_TASK INSTRUCTIONS_: All the entries need to be duplicated exactly, with the pictures omitted.

[Collected data entries]
******
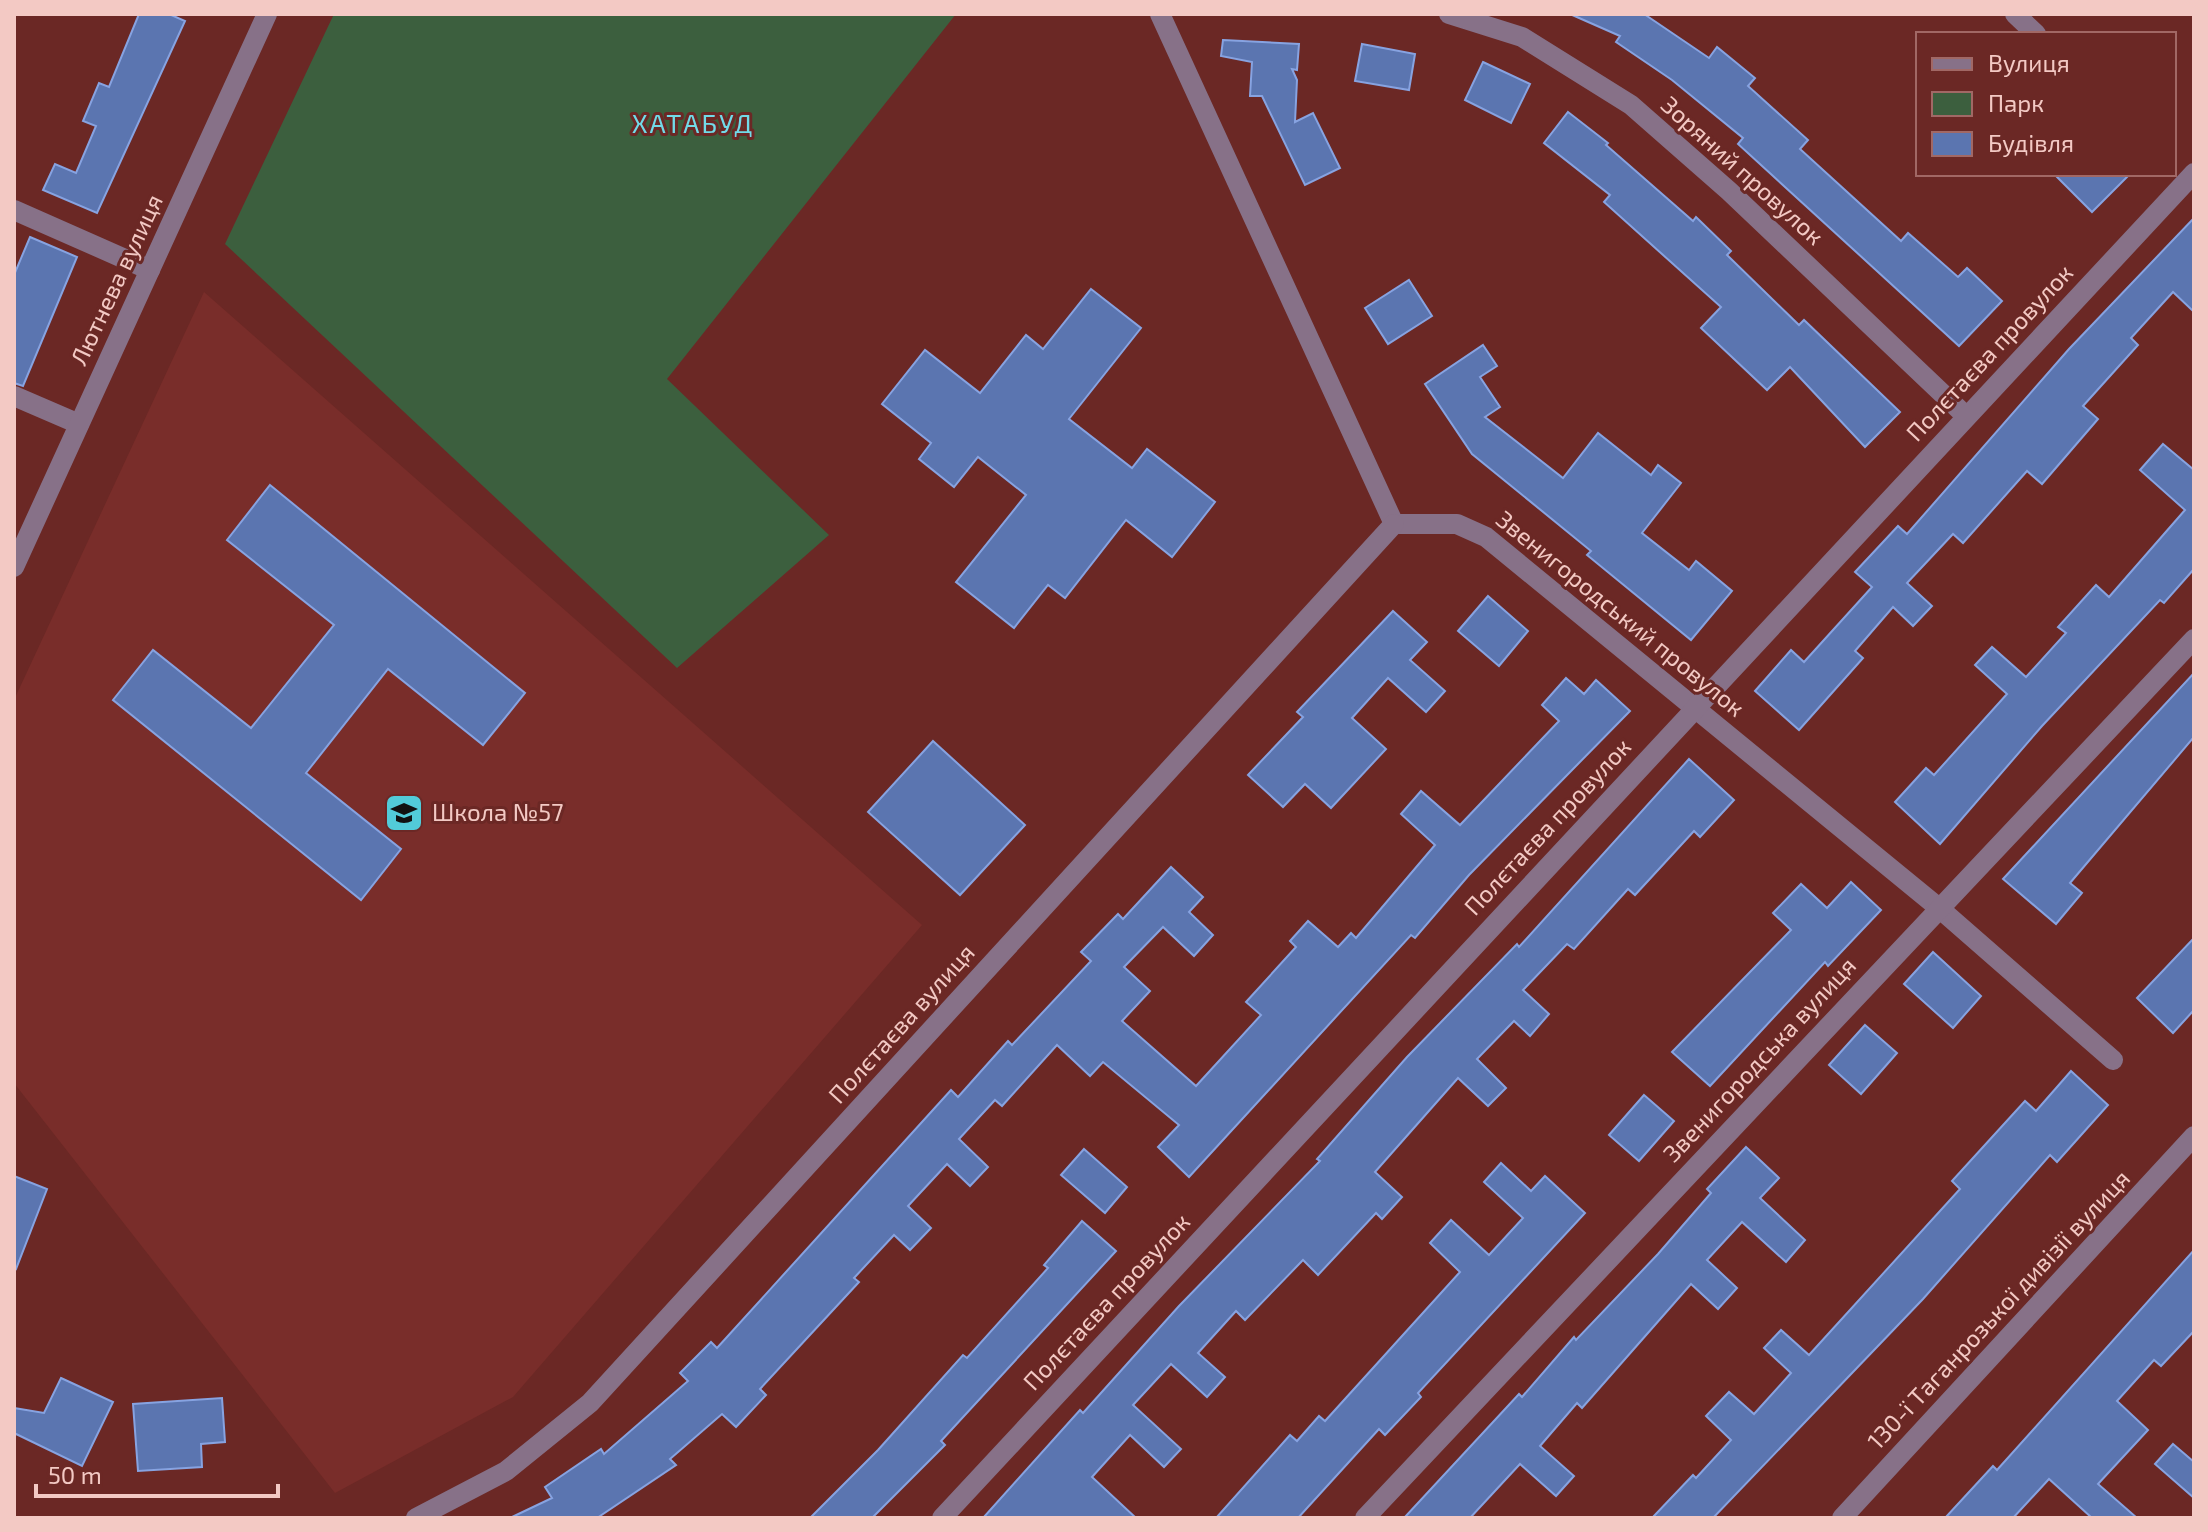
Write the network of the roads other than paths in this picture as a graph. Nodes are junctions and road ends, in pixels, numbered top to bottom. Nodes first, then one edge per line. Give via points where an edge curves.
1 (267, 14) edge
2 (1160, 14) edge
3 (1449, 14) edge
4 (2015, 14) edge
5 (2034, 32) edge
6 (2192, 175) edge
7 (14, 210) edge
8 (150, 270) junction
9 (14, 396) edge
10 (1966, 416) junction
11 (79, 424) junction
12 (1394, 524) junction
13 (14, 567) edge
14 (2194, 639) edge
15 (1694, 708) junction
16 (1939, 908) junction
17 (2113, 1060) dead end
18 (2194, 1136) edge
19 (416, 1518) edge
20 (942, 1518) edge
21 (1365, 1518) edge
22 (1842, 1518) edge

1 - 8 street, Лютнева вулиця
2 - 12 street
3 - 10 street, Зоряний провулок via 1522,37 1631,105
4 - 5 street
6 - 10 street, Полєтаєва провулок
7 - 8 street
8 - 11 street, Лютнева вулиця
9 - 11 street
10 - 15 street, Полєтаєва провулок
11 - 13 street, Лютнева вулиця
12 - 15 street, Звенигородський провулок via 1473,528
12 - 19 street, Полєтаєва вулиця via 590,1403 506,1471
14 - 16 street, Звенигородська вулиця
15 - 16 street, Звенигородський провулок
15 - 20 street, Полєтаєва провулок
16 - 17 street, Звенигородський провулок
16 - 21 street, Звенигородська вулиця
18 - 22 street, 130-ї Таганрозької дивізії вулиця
******
_ANSWER AREA_:
Write the network of the roads other than paths in this picture as a graph. Nodes are junctions and road ends, in pixels, numbered top to bottom. Nodes first, then one edge per line. Give via points where an edge curves.
1 (267, 14) edge
2 (1160, 14) edge
3 (1449, 14) edge
4 (2015, 14) edge
5 (2034, 32) edge
6 (2192, 175) edge
7 (14, 210) edge
8 (150, 270) junction
9 (14, 396) edge
10 (1966, 416) junction
11 (79, 424) junction
12 (1394, 524) junction
13 (14, 567) edge
14 (2194, 639) edge
15 (1694, 708) junction
16 (1939, 908) junction
17 (2113, 1060) dead end
18 (2194, 1136) edge
19 (416, 1518) edge
20 (942, 1518) edge
21 (1365, 1518) edge
22 (1842, 1518) edge

1 - 8 street, Лютнева вулиця
2 - 12 street
3 - 10 street, Зоряний провулок via 1522,37 1631,105
4 - 5 street
6 - 10 street, Полєтаєва провулок
7 - 8 street
8 - 11 street, Лютнева вулиця
9 - 11 street
10 - 15 street, Полєтаєва провулок
11 - 13 street, Лютнева вулиця
12 - 15 street, Звенигородський провулок via 1473,528
12 - 19 street, Полєтаєва вулиця via 590,1403 506,1471
14 - 16 street, Звенигородська вулиця
15 - 16 street, Звенигородський провулок
15 - 20 street, Полєтаєва провулок
16 - 17 street, Звенигородський провулок
16 - 21 street, Звенигородська вулиця
18 - 22 street, 130-ї Таганрозької дивізії вулиця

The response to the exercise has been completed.